** Exercise prompt **
Your answer should be a single number: how many lines of the material below contain "name".

** Given information **
※ ※ ※

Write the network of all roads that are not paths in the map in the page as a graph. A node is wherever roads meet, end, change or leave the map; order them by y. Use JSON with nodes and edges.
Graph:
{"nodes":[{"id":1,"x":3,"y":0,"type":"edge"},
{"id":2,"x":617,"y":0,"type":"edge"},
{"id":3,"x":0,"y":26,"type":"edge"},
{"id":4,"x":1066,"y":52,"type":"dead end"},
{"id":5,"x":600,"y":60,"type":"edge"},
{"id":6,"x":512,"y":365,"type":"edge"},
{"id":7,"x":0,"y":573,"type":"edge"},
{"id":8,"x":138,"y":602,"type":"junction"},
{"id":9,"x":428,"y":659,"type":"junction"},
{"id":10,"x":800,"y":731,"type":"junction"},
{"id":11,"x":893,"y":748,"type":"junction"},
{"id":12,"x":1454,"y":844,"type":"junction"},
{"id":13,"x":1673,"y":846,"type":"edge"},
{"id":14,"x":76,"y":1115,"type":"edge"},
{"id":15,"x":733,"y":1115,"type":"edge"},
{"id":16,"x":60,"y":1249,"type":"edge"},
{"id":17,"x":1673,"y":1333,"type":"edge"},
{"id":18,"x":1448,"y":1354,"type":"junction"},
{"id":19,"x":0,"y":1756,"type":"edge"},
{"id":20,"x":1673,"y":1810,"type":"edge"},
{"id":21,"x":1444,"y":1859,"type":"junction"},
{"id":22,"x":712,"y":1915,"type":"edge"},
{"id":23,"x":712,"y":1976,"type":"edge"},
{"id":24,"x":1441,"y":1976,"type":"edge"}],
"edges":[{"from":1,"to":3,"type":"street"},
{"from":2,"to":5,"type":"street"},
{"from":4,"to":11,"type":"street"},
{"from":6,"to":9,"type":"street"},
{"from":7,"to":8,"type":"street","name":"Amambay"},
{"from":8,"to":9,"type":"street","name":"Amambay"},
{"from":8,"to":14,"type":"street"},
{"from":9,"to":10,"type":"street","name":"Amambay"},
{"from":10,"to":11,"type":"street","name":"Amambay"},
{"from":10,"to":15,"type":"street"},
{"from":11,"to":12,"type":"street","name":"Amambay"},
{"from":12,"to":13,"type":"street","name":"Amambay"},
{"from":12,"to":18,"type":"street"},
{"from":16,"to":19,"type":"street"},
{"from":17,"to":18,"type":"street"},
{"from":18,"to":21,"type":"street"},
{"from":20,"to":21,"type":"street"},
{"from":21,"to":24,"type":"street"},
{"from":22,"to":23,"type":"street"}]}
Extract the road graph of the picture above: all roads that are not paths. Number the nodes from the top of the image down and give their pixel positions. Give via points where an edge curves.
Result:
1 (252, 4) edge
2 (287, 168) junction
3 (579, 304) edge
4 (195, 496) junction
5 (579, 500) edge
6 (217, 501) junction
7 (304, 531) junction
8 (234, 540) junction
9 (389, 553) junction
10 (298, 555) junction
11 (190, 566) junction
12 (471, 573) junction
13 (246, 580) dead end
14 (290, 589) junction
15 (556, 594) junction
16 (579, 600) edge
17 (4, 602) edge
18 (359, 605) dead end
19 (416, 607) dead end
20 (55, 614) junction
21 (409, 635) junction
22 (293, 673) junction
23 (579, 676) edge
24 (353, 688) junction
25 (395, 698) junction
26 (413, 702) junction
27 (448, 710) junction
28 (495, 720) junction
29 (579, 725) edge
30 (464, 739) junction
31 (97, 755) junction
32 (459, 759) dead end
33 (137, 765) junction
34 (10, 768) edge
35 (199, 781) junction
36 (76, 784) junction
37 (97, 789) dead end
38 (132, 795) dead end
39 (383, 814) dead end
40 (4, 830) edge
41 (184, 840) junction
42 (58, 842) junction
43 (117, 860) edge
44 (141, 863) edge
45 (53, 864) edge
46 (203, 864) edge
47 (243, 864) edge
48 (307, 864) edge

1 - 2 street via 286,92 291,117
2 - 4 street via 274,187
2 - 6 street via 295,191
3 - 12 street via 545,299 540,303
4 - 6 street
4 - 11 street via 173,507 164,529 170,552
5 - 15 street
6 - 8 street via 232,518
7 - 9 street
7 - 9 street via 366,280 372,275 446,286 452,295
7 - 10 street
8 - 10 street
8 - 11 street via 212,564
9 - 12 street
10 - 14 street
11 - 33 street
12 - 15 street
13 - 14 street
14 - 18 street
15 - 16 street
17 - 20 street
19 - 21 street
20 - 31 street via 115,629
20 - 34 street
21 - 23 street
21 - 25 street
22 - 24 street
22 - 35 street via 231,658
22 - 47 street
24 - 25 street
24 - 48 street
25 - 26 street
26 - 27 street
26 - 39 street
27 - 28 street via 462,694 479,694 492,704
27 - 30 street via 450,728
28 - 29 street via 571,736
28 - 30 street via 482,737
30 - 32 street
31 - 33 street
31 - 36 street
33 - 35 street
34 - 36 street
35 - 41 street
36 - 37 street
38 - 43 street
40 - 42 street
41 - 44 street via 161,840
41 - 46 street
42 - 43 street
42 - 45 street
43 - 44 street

※ ※ ※

** Written solution **
6